Personal information
- Date of birth: 5 June 1989 (age 35)
- Place of birth: Giulianova, Italy
- Height: 1.72 m (5 ft 8 in)
- Position(s): Midfielder

Youth career
- 2007–2008: Pescara
- 2008–2012: Piacenza

Senior career*
- Years: Team / Apps / (Gls)
- 2008–2012: Piacenza / 30 / (4)
- 2010–2011: → Sangiovannese (loan) / 28 / (3)
- 2012–2013: Teramo / 28 / (5)
- 2013–2015: Torres / 54 / (2)
- 2015–2016: Maceratese / 33 / (6)
- 2016–2021: Arezzo / 146 / (10)
- 2021: → Lecco (loan) / 14 / (0)
- 2021–2022: Viterbese / 14 / (0)
- 2022: Pontedera / 15 / (1)
- 2022–2024: Arezzo / 45 / (0)

= Fabio Foglia =

Italian footballer, midfielder

Fabio Foglia (born 5 June 1989) is an Italian former footballer who played as a midfielder.

==Club career==
Foglia made his fourth-tier debut at Sangiovannese, where he played on loan from Piacenza. He made his professional, Lega Pro debut in the latter team in the first round of 2011–12 Lega Pro, on 4 September 2011 against Südtirol, playing 88 minutes, he scored the winner goal in the 71st minute. He played in fourth-tier Teramo and Torres, spent a year in Maceratese, before he signed to Arezzo in 2016.

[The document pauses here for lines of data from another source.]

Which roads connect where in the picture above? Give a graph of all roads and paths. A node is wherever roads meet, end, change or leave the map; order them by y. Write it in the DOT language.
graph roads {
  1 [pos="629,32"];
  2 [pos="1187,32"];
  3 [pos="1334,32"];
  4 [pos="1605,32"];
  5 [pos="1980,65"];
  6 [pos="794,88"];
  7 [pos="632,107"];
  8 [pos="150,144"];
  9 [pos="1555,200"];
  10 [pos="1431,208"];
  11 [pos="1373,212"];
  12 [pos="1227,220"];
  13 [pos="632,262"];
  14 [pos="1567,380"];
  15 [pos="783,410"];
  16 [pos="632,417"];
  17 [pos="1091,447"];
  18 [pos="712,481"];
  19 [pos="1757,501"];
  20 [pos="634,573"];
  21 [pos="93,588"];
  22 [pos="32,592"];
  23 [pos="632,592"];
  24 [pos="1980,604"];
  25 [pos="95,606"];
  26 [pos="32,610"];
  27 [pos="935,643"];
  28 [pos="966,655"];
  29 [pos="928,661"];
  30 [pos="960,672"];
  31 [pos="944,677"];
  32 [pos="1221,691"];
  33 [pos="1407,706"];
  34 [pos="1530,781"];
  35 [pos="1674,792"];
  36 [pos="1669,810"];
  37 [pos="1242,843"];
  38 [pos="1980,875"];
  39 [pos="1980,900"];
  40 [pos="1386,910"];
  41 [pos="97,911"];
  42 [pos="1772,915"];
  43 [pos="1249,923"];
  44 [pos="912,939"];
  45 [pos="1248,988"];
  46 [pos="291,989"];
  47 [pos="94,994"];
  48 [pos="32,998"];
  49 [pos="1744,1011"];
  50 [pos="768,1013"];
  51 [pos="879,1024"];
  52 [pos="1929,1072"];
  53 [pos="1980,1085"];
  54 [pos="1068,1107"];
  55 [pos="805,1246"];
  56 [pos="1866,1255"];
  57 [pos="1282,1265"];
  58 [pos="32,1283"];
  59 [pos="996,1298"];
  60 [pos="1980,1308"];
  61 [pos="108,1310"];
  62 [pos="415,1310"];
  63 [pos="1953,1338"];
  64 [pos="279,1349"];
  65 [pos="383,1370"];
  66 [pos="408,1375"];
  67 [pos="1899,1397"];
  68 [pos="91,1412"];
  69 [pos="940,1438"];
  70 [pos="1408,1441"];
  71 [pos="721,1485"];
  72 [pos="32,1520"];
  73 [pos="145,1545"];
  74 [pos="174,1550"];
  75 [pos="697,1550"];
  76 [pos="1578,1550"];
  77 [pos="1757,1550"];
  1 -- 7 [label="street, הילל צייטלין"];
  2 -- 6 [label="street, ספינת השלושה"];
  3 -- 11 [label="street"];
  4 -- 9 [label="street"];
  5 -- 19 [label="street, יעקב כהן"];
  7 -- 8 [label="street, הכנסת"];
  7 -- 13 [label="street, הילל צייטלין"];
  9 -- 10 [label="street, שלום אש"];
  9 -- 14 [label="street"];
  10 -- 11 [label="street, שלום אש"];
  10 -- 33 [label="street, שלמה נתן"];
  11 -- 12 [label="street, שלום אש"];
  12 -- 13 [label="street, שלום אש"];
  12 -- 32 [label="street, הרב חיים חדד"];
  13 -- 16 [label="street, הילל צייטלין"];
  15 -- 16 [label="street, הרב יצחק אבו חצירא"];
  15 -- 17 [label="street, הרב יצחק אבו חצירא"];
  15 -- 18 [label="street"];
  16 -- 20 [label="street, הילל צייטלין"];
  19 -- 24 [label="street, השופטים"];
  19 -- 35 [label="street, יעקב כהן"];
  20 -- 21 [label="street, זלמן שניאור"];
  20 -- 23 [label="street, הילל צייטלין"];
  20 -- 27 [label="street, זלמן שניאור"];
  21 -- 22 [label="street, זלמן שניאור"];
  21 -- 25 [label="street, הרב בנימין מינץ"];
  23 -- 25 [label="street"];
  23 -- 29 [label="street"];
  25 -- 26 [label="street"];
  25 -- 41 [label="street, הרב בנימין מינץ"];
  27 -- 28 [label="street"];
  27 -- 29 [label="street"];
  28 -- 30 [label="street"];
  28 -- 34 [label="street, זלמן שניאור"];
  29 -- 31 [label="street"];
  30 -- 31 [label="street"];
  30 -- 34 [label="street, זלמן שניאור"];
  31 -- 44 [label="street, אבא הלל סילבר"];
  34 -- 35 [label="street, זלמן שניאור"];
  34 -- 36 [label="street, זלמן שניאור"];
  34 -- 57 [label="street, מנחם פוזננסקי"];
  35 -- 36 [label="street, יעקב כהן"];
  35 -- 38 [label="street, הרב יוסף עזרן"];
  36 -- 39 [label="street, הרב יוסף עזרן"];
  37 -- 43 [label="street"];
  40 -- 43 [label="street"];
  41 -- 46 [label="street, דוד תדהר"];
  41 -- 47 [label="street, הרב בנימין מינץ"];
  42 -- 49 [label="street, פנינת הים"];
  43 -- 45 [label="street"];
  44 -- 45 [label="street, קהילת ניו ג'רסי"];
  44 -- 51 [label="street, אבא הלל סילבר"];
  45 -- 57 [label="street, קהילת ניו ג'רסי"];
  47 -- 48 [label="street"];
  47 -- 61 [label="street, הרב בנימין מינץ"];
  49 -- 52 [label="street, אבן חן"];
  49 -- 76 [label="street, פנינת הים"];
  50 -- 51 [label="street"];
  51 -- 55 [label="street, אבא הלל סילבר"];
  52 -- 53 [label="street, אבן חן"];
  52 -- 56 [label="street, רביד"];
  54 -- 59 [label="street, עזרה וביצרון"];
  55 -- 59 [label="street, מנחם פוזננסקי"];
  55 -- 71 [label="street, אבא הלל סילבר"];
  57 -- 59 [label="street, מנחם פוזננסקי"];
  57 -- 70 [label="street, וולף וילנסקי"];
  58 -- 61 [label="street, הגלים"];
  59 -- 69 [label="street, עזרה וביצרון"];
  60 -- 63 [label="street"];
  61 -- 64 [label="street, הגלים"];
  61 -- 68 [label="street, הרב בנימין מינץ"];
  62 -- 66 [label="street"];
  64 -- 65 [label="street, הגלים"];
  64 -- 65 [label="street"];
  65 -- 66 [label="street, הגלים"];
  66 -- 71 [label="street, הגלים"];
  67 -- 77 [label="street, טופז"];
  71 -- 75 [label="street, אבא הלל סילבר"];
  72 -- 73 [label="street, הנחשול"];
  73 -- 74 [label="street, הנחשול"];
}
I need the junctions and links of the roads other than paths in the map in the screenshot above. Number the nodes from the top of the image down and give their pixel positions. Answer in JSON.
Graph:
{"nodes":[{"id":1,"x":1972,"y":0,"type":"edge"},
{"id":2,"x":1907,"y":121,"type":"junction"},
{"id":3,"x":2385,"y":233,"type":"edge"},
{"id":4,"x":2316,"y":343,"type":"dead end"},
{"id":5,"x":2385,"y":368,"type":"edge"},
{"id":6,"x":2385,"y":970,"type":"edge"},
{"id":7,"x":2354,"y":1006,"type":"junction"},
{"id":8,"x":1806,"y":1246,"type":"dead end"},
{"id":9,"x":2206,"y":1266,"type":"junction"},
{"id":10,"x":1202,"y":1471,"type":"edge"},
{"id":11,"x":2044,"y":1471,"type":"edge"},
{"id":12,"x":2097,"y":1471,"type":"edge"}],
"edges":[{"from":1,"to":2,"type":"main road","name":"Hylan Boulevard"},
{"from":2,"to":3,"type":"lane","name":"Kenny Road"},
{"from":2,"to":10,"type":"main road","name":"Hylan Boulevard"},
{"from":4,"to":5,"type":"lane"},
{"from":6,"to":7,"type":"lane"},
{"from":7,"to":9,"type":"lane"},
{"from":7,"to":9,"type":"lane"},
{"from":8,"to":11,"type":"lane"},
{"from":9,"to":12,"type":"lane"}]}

On 7 January 2021, he joined Lecco on loan.

On 26 August 2021, he signed with Viterbese for a term of one year with an option to extend. On 29 January 2022, he moved to Pontedera.

On 29 November 2022, Foglia returned to Arezzo.

On 5 July 2023, he extended his contract with the club. On 18 July 2024, Foglia announced his retirement from playing, moving to the position of the co-director of the youth sector with Arezzo.